De forma individual ou coletiva, elas criam estratégias simples para se sentirem mais seguras.
Silvia Bessa (texto)
Julio Jacobina/DP (foto)
Já não somos as mesmas. Os estupros noticiados no Recife geraram impacto sobre as rotinas das mulheres da cidade e têm modificado nossas rotinas. Pelo menos seis casos de estupro vieram a público desde o dia 16 de agosto. A partir de então, os relatos deixaram de ser isolados, narrativas daquelas excessivamente cautelosas. Passaram a ser indício de um sentimento novo que consome e mobiliza quem tem medo de se tornar uma vítima da covardia. Seja da Zona Norte, da Zona Sul. Uma jovem ou uma sessentona. Em duas horas de pesquisa, ouvi dez depoimentos para uma amostragem do quadro atual.
A dentista Tatiana Pinho, 35 anos, agora dirige com um spray de pimenta no colo. Já tinha o produto, mas o deixava em casa, no bairro de Apipucos. Passou a levá-lo na bolsa e, após ler a notícia sobre o ataque à estudante de medicina, no Parnamirim, o spray ficou mais perto das mãos. “Precisei chegar a esse ponto porque sei que sou do tipo de pessoa que, se fosse atacada, o estuprador poderia até me matar mas não me levava”, disse ela. “Me sinto mais segura com o spray”. É apenas uma das medidas adotadas pela dentista. As outras: se for buscar alguma amiga ou namorado, dá volta no quarteirão até que a pessoa vá ao seu encontro; se avistar homem com motocicleta por perto, arranca com o carro e acelera o passo ao final da aula, às 22h, na faculdade onde estuda.
Na Zona Norte, um grupo de amigas que faz aula de ginástica funcional no Parque da Jaqueira, só se desloca em grupo. A estudante do curso de Direito Mariana Serra costumava caminhar sozinha de casa até a aula. Perdeu o hábito e, assustada, depende agora da oferta de carona das amigas. A funcionária doméstica Cleidiane Alves, que é natural de Ribeirão, no interior, todos os sábados segue a mesma cartilha de Mariana, ainda que não a conheça: Cleidiane só circula em dupla com uma amiga que conheceu no ônibus intermunicipal. “Combinamos assim. Talvez fique mais difícil para eles”, desabafou.
Jakyele de Souza, moradora de Boa Viagem, Zona Sul, revelou como tem lidado com o momento. “Se eu vou resolver alguma coisa em um banco, tem de ser em um shopping. Só estaciono o carro em locais com estacionamentos pagos e só saio à noite em caso de necessidade”, contou. Outro dia, teve tanto medo de ser atacada por um homem que, ao ver um casal desconhecido, puxou conversa desconexa apenas para se sentir mais segura até que chegasse ao carro. A amiga Eduarda Melo tem a mesma prudência: “Já evitava sair à noite e evito ainda mais”. Redobra os cuidados quando está com a filha Maria Fernanda. A médica pediatra Cristiane Pinheiro também garante ter sido impactada: “Deixei de ficar falando com celular estando ainda dentro do carro e reforcei as minhas atenções quando vou descer do carro”, afirmou.

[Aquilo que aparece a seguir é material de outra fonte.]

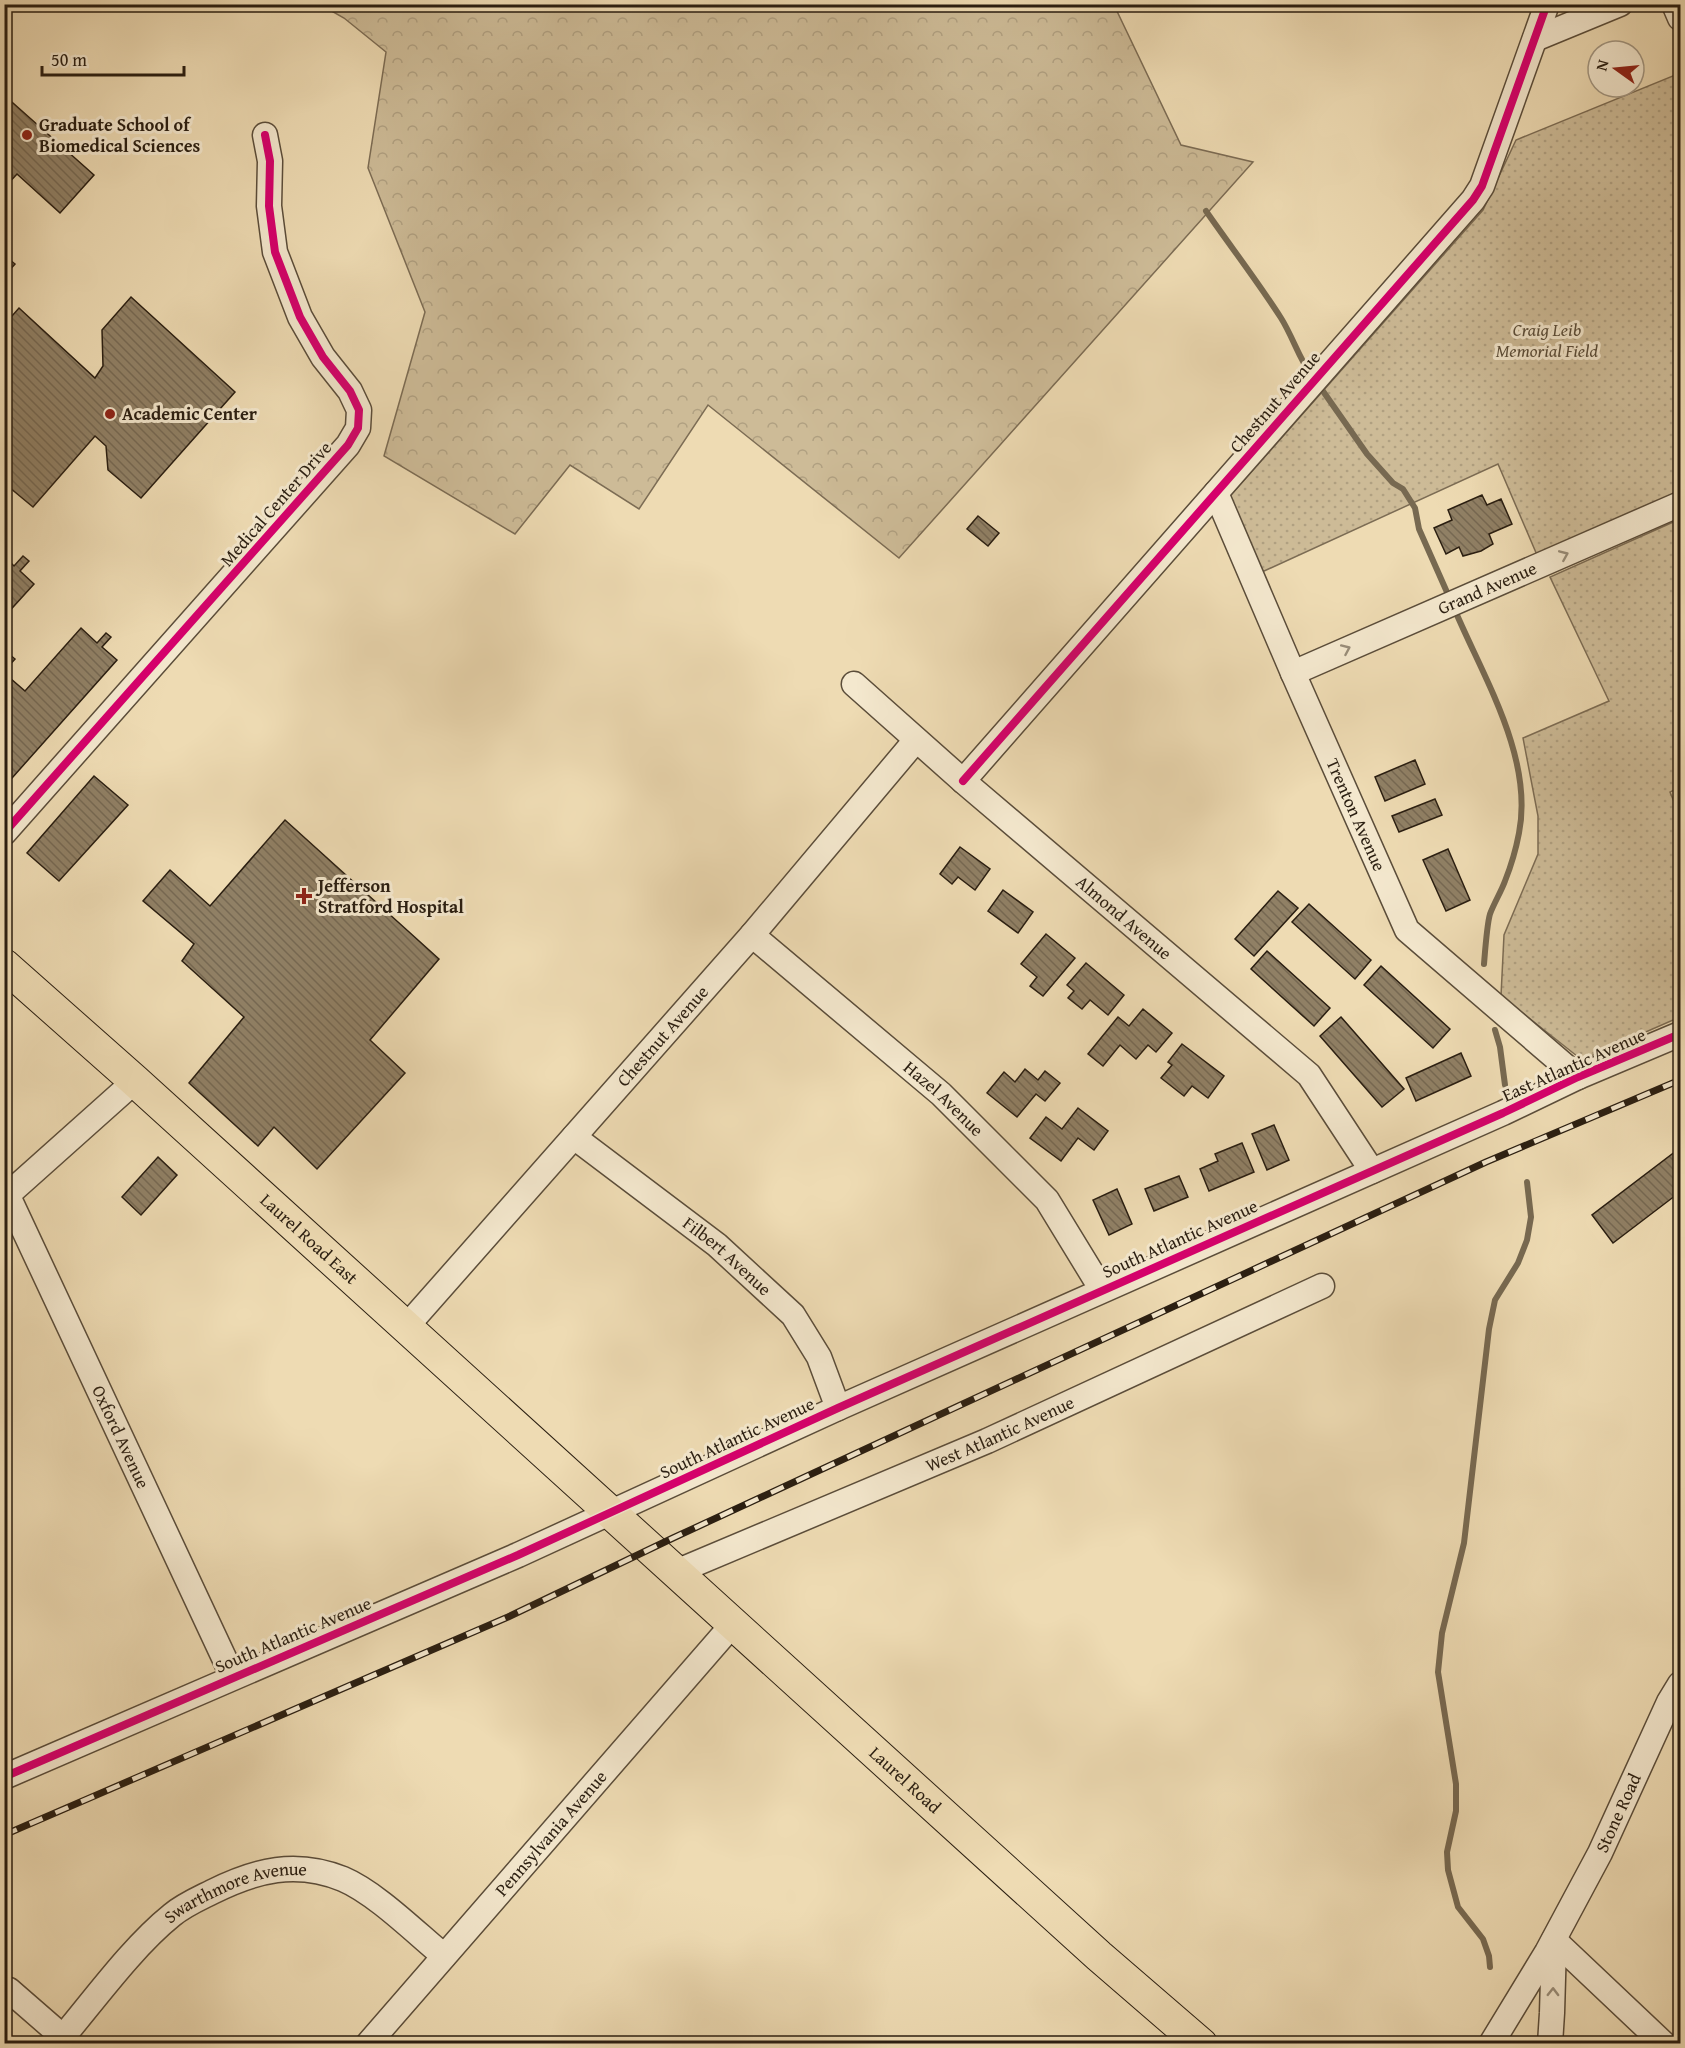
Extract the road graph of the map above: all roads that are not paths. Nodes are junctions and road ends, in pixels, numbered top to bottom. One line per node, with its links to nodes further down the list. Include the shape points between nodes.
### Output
1 (1548, 4): 5 (street, Chestnut Avenue)
2 (1620, 4): 5 (street)
3 (1674, 4): 4 (street)
4 (1680, 18)
5 (1535, 39): 7 (street, Chestnut Avenue, via 1482,186 1473,200)
6 (266, 135): 13 (street, Medical Center Drive, via 275,252 300,317 323,357 350,390 359,410 358,428 348,445)
7 (1216, 493): 9 (street, Trenton Avenue); 12 (street, Chestnut Avenue)
8 (1680, 504): 9 (street, Grand Avenue, one-way to 8)
9 (1293, 673): 17 (street, Trenton Avenue, via 1407,930)
10 (854, 684): 11 (street, Almond Avenue)
11 (916, 740): 12 (street, Almond Avenue); 14 (street, Chestnut Avenue)
12 (963, 781): 21 (street, Almond Avenue, via 1309,1075)
13 (4, 833)
14 (752, 935): 20 (street, Chestnut Avenue); 24 (street, Hazel Avenue, via 941,1094 1047,1200)
15 (4, 965): 18 (main road, Laurel Road East)
16 (1680, 1035): 17 (street, East Atlantic Avenue)
17 (1578, 1077): 19 (street, East Atlantic Avenue)
18 (135, 1081): 22 (street); 25 (main road, Laurel Road East)
19 (1480, 1123): 21 (street, South Atlantic Avenue)
20 (574, 1137): 25 (street, Chestnut Avenue); 26 (street, Filbert Avenue, via 717,1245 793,1315 819,1357)
21 (1372, 1171): 24 (street, South Atlantic Avenue)
22 (6, 1197): 30 (street, Oxford Avenue)
23 (1322, 1286): 28 (street, West Atlantic Avenue, via 987,1441)
24 (1102, 1290): 26 (street, South Atlantic Avenue)
25 (406, 1327): 27 (main road, Laurel Road East)
26 (838, 1408): 27 (street, South Atlantic Avenue)
27 (611, 1513): 28 (main road, Laurel Road); 30 (street, South Atlantic Avenue)
28 (676, 1572): 29 (main road, Laurel Road)
29 (733, 1624): 34 (street, Pennsylvania Avenue); 38 (main road, Laurel Road, via 1090,1948)
30 (233, 1677): 32 (street, South Atlantic Avenue)
31 (1680, 1684): 33 (street, Stone Road)
32 (4, 1777)
33 (1554, 1940): 39 (street, Stone Road); 40 (street, Stone Road, one-way to 33); 41 (street)
34 (444, 1956): 36 (street, Swarthmore Avenue, via 374,1898 344,1880 296,1868 264,1872 218,1889 174,1914 136,1951); 37 (street, Pennsylvania Avenue)
35 (9, 1990): 36 (street)
36 (60, 2040)
37 (368, 2043)
38 (1201, 2043)
39 (1491, 2043)
40 (1550, 2043)
41 (1664, 2043)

A dona-de-casa Lorena Boaventura, que mora há poucos meses no Recife, diz que a preocupação é tanta que só sai acompanhada. Ou seja, perdeu parte do direito de ir e vir na cidade por medo. “Peço para meu marido me levar em todos os lugares”, contou Lorena. Emannuelle Alexandre deixou de transportar as crianças para o colégio onde estudam, na Zona Sul, “com medo de assaltos e também por conta da onda de estupros”. Segundo ela, “com criança pequena, fica impossível correr ou prestar atenção no movimento da rua”. Grávida e mãe de um garoto pequeno, a dentista Marisa Aleixo Torres narra sua angústia: “A cadeirinha é sempre um momento de tensão porque faz com que nós, que temos filhos, fiquemos mais expostas”. E aí, já não só as mulheres, como os filhos pequenos, que estão sendo impactados pelos temores femininos.
Da estudante que foi atacada ao caso da idosa que foi atendida pelo Corpo de Bombeiros e encaminhada ao Hospital da Mulher domingo passado, há um intervalo de pouco mais de um mês. Podem haver mais ataques. A idosa ainda não formalizou a denúncia. Denunciar o crime demanda muita força de uma mulher. Compreende-se. Mas é exigência social importante para que pressionemos por mais políticas públicas e se acabe com a impunidade dos covardes.